If they are leaving they are entitled to a _P45_. If they are employed on 31st December then they are entitled to a _P60_. This employee is entitled to both as far as I know. In the time it took you to post here you would probably have done one up.


----------



## Graham_07 (29 Jan 2008)

ClubMan is correct. A P45 is a CESSATION CERTIFICATE. To prove the employee LEFT you must issue a P45. That is the whole purpose of the document. Otherwise, if they go to a new job, Revenue will still think they are employed with you and the new employer will get a NIL certificate of tax credits. You'll then have the employer back to you for the P45 which you should have issued. I have encountered this situation a number of times over the years and have ( in my capacity as agent/accountant for the client employer ) always issued BOTH in such situations as you describe.

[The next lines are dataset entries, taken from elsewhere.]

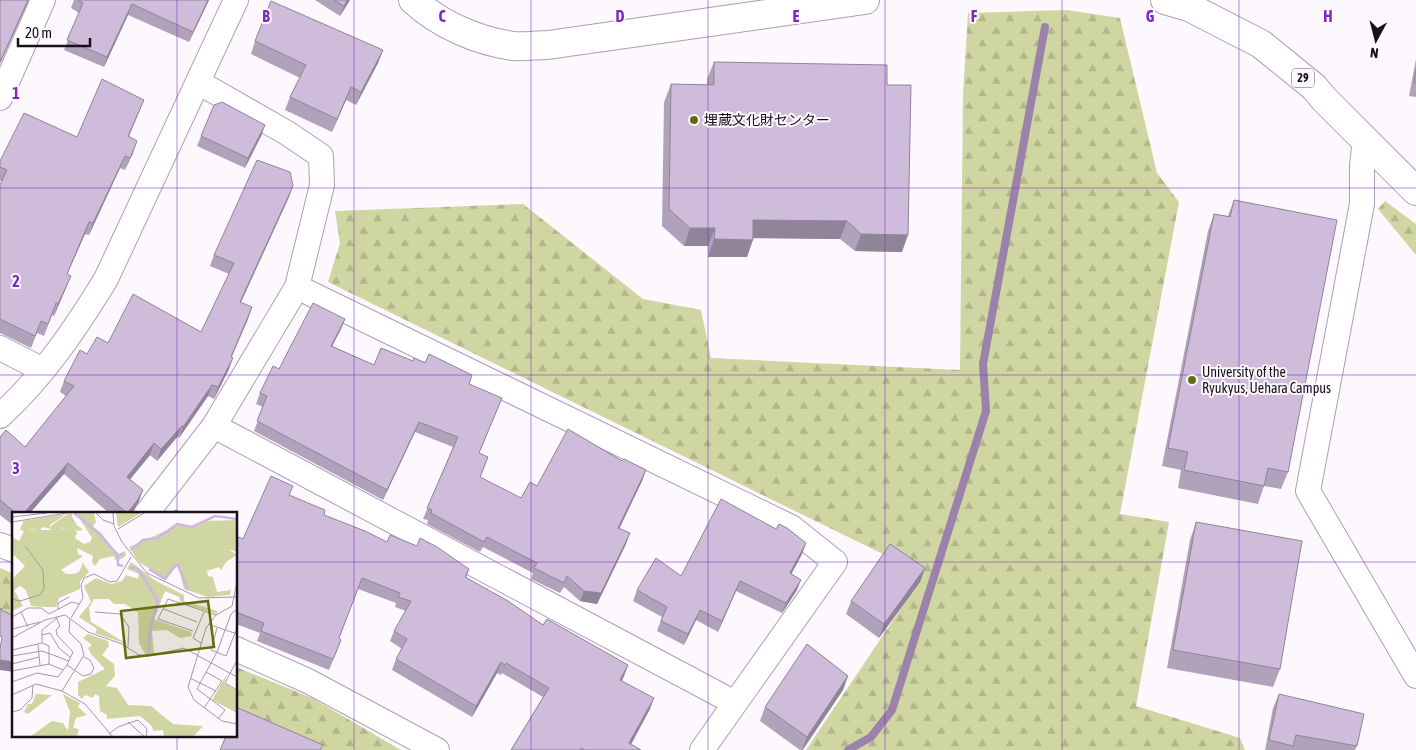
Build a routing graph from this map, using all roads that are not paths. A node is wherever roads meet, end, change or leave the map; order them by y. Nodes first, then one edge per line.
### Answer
1 (42, 0) edge
2 (236, 0) edge
3 (413, 0) edge
4 (865, 0) edge
5 (1165, 0) edge
6 (198, 82) junction
7 (0, 98) edge
8 (1365, 139) junction
9 (1416, 191) edge
10 (297, 287) junction
11 (0, 348) edge
12 (43, 370) junction
13 (0, 416) edge
14 (214, 426) junction
15 (148, 512) edge
16 (0, 544) edge
17 (12, 549) edge
18 (238, 649) edge
19 (1416, 676) edge
20 (735, 703) junction
21 (437, 750) edge
22 (702, 750) edge

1 - 7 street
2 - 6 street
3 - 4 main road
5 - 8 main road, 29
6 - 10 street
6 - 12 street
8 - 9 main road, 29
8 - 19 street
10 - 14 street
10 - 20 street
11 - 12 street
12 - 13 street
14 - 15 street
14 - 20 street
16 - 17 street
18 - 21 street
20 - 22 street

If you have any doubt, see page 90 of the Revenue's Employers Guide to PAYE which was recently issued on CD to every employer in the country. There it clearly states the following :-

_[FONT=MyriadMM-It_565_600_]*Important*[/FONT]_​ 
[FONT=MyriadMM_215_600_]*The P60 certificate should *[/FONT]
[FONT=MyriadMM_400_600_]*not *[/FONT][FONT=MyriadMM_215_600_]*be given to an employee*[/FONT]​[FONT=MyriadMM_215_600_]*who was not in the employment on 31 December.*[/FONT]

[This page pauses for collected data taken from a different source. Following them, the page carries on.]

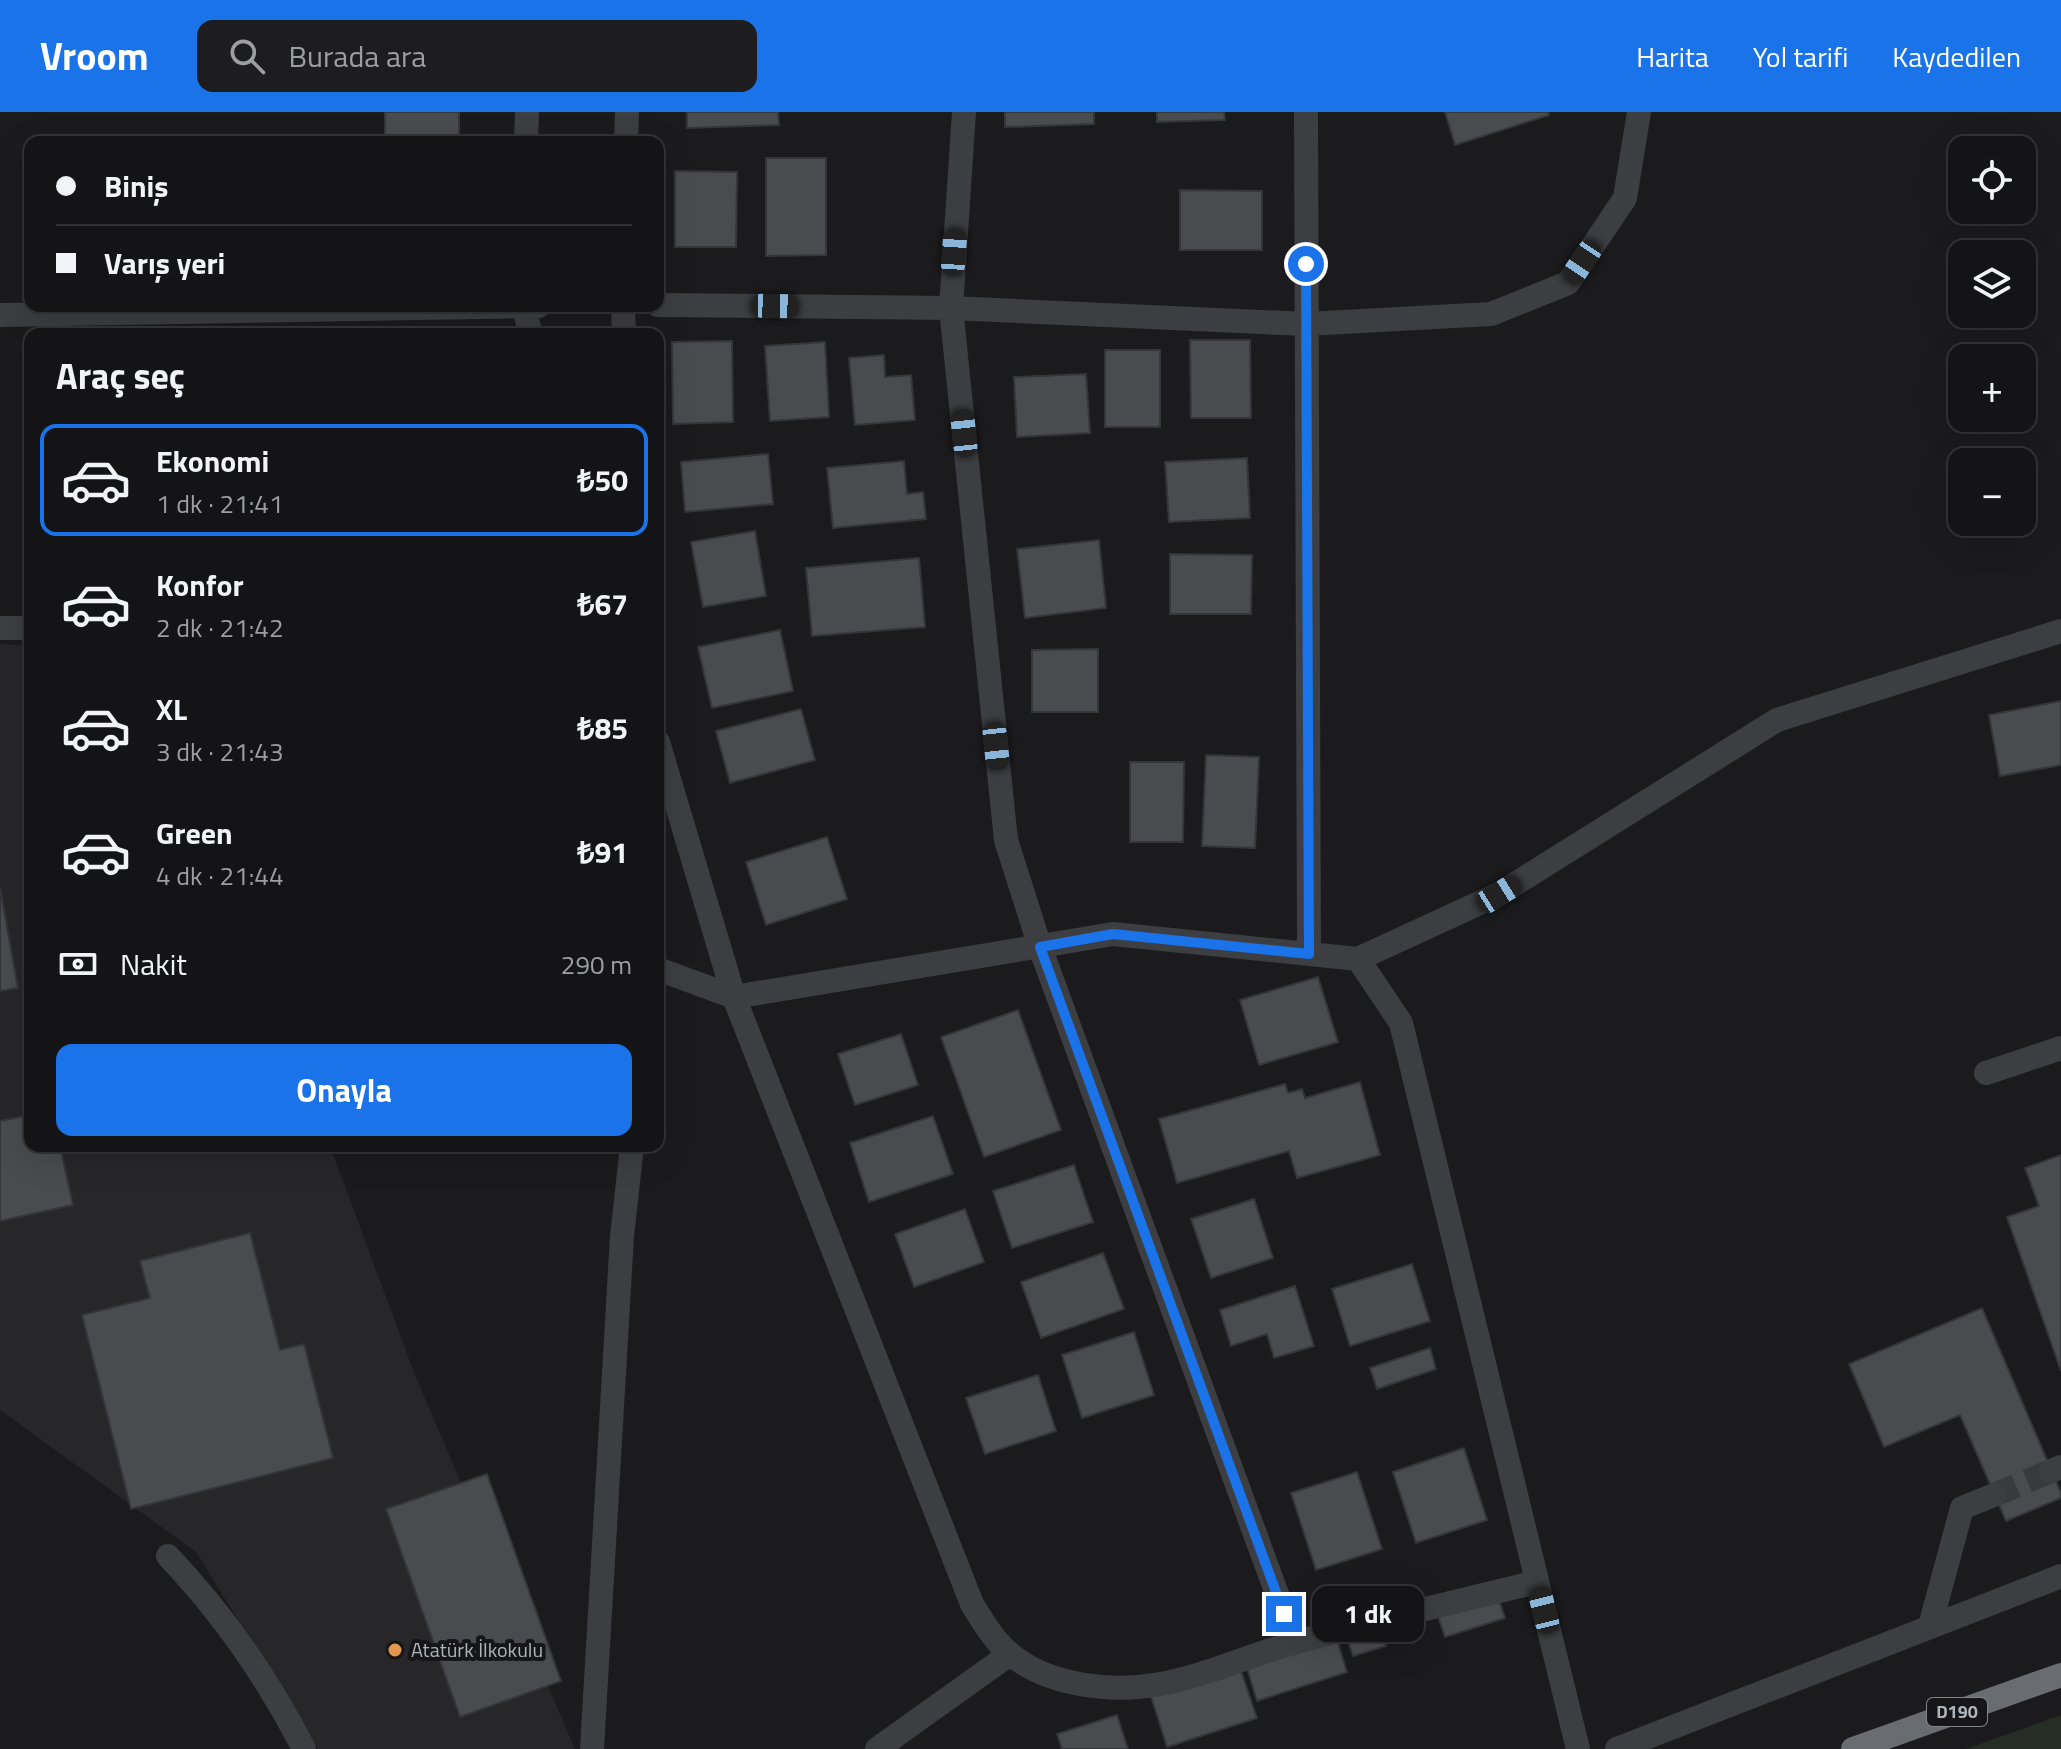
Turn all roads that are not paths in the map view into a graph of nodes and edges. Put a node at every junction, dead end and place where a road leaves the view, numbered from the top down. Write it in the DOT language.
graph roads {
  1 [pos="527,112"];
  2 [pos="627,112"];
  3 [pos="964,112"];
  4 [pos="1306,112"];
  5 [pos="1639,112"];
  6 [pos="526,136"];
  7 [pos="626,136"];
  8 [pos="664,305"];
  9 [pos="951,308"];
  10 [pos="174,312"];
  11 [pos="0,315"];
  12 [pos="1306,324"];
  13 [pos="0,628"];
  14 [pos="24,628"];
  15 [pos="2061,631"];
  16 [pos="664,762"];
  17 [pos="1040,947"];
  18 [pos="1309,954"];
  19 [pos="1358,959"];
  20 [pos="664,971"];
  21 [pos="734,997"];
  22 [pos="2061,1048"];
  23 [pos="1986,1073"];
  24 [pos="631,1152"];
  25 [pos="1994,1495"];
  26 [pos="168,1556"];
  27 [pos="2061,1576"];
  28 [pos="1537,1582"];
  29 [pos="1930,1626"];
  30 [pos="1295,1643"];
  31 [pos="1010,1654"];
  32 [pos="2061,1675"];
  33 [pos="304,1749"];
  34 [pos="592,1749"];
  35 [pos="877,1749"];
  36 [pos="1578,1749"];
  37 [pos="1617,1749"];
  38 [pos="1853,1749"];
  1 -- 6 [label="street"];
  2 -- 7 [label="street"];
  3 -- 9 [label="street"];
  4 -- 12 [label="street"];
  5 -- 12 [label="street"];
  8 -- 9 [label="street"];
  9 -- 12 [label="street"];
  9 -- 17 [label="street"];
  10 -- 11 [label="street"];
  12 -- 18 [label="street"];
  13 -- 14 [label="street"];
  15 -- 19 [label="street"];
  16 -- 21 [label="street"];
  17 -- 18 [label="street"];
  17 -- 21 [label="street"];
  17 -- 30 [label="street"];
  18 -- 19 [label="street"];
  19 -- 28 [label="street"];
  20 -- 21 [label="street"];
  21 -- 31 [label="street"];
  22 -- 23 [label="street"];
  24 -- 34 [label="street"];
  25 -- 29 [label="street"];
  26 -- 33 [label="street"];
  27 -- 29 [label="street"];
  28 -- 30 [label="street"];
  28 -- 36 [label="street"];
  29 -- 37 [label="street"];
  30 -- 31 [label="street"];
  31 -- 35 [label="street"];
  32 -- 38 [label="highway, D190"];
}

[FONT=MyriadMM_215_600_]*An employee who was in employment on 31 December*[/FONT]
[FONT=MyriadMM_215_600_]*and ceased that employment on 31 December should*[/FONT]
[FONT=MyriadMM_215_600_]*be given a form P45 and a form P60.*[/FONT]​


----------



## Nige (29 Jan 2008)

Both a P45 and a P60 need to be issued.


----------



## Yachtie (29 Jan 2008)

Thank you all! I have just spoken to the Social Welfare and they said that P60 will suffice. I guess it depends on a case to case basis. The employer did not know that the person will not return to work in January and have issued only P60. Since the payroll software was updated for 2008, there is no way to go back and issue a P45 without wiping out all the work that was done in January. Bizzarely enough, it seems that we are all right on this one.


----------



## Graham_07 (29 Jan 2008)

Yachtie said:


> Thank you all! *I have just spoken to the Social Welfare and they said that P60 will suffice.* I guess it depends on a case to case basis. The employer did not know that the person will not return to work in January and have issued only P60. Since the payroll software was updated for 2008, there is no way to go back and issue a P45 without wiping out all the work that was done in January. Bizzarely enough, it seems that we are all right on this one.


 

I find this extraordinary. The P45 is a Revenue PAYE document. You get it (blanks) from Revenue, not social welfare. You file it with Revenue, not social welfare. It records PRSI details but is not a Social Welfare document per se and how a social welfare person says its not necessary to issue a P45 on cessation of an employee is quite beyond me. Especially in light of clear Revenue directions as already posted. Anyway, The new employer can always file a P46 with Revenue instead. Hopefully the employee will get their correct credits in time.


----------



## ubiquitous (29 Jan 2008)

Yachtie said:


> Since the payroll software was updated for 2008, there is no way to go back and issue a P45 without wiping out all the work that was done in January.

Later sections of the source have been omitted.